• Provided data
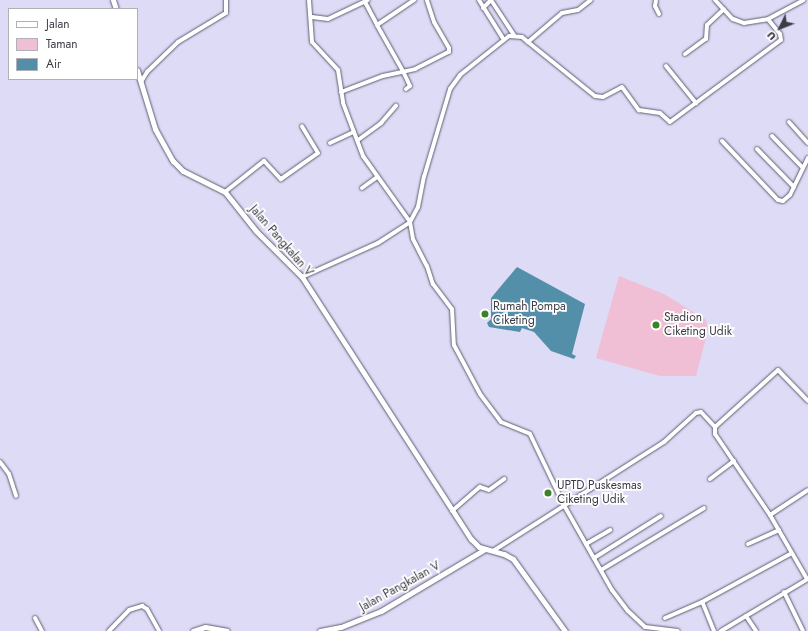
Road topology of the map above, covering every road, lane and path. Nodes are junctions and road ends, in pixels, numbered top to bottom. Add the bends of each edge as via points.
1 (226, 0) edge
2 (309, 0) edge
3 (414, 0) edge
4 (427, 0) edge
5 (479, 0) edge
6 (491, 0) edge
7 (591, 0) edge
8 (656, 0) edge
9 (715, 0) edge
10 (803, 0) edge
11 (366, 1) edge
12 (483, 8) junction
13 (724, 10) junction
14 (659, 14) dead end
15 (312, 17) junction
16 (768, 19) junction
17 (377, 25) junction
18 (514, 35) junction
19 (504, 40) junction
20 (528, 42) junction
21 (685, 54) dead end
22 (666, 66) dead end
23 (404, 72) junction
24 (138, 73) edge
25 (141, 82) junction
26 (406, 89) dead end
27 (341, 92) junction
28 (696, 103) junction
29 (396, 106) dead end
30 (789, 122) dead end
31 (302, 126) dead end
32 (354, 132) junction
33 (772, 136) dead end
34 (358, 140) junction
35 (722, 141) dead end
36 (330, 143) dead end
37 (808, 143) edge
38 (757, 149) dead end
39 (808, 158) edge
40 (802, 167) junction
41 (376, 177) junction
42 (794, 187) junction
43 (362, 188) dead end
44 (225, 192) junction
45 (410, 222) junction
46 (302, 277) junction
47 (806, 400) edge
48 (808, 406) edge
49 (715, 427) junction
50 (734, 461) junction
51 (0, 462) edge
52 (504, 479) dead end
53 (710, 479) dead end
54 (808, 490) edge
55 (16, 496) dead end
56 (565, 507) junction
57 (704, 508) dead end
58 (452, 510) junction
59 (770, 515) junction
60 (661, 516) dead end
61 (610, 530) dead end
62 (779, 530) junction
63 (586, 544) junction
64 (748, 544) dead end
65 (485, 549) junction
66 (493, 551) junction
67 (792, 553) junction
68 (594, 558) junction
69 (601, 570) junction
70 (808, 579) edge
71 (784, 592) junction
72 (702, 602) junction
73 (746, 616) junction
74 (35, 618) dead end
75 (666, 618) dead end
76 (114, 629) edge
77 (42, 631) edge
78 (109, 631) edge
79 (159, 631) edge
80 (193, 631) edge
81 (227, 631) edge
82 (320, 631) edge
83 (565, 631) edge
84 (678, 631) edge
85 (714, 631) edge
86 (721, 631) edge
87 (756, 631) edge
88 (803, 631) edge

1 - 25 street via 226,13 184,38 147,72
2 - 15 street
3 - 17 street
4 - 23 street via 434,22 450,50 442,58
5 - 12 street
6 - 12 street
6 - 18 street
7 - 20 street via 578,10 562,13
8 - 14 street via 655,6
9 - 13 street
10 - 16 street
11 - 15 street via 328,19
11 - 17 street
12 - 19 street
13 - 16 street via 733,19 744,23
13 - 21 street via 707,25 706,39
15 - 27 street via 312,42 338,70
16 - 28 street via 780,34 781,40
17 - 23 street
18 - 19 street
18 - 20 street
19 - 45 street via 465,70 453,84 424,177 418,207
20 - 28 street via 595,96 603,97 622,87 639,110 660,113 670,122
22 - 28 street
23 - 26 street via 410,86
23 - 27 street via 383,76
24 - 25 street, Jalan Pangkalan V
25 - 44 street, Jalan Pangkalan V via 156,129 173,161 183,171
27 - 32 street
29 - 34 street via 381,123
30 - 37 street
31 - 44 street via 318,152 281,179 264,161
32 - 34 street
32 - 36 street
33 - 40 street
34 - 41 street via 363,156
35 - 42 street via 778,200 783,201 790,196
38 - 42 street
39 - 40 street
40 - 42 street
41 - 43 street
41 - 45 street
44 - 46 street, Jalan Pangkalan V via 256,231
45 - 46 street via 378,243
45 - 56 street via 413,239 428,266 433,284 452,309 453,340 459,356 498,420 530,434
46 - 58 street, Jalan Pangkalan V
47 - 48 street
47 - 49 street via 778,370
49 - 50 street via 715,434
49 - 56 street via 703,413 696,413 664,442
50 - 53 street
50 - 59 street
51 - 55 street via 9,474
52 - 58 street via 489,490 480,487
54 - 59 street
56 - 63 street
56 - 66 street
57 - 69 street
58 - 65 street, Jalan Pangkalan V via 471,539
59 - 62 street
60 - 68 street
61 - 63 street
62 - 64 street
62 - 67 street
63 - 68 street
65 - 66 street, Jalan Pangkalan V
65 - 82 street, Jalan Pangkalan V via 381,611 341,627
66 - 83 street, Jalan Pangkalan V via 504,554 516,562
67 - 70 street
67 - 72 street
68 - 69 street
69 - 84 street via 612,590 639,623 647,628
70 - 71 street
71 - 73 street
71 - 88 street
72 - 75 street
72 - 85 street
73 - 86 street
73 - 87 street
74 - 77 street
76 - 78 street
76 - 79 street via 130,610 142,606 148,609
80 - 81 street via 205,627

• Problem details
Throughout the records above, find the lines in which the word "Jalan" appears and return them.

• Written response
24 - 25 street, Jalan Pangkalan V
25 - 44 street, Jalan Pangkalan V via 156,129 173,161 183,171
44 - 46 street, Jalan Pangkalan V via 256,231
46 - 58 street, Jalan Pangkalan V
58 - 65 street, Jalan Pangkalan V via 471,539
65 - 66 street, Jalan Pangkalan V
65 - 82 street, Jalan Pangkalan V via 381,611 341,627
66 - 83 street, Jalan Pangkalan V via 504,554 516,562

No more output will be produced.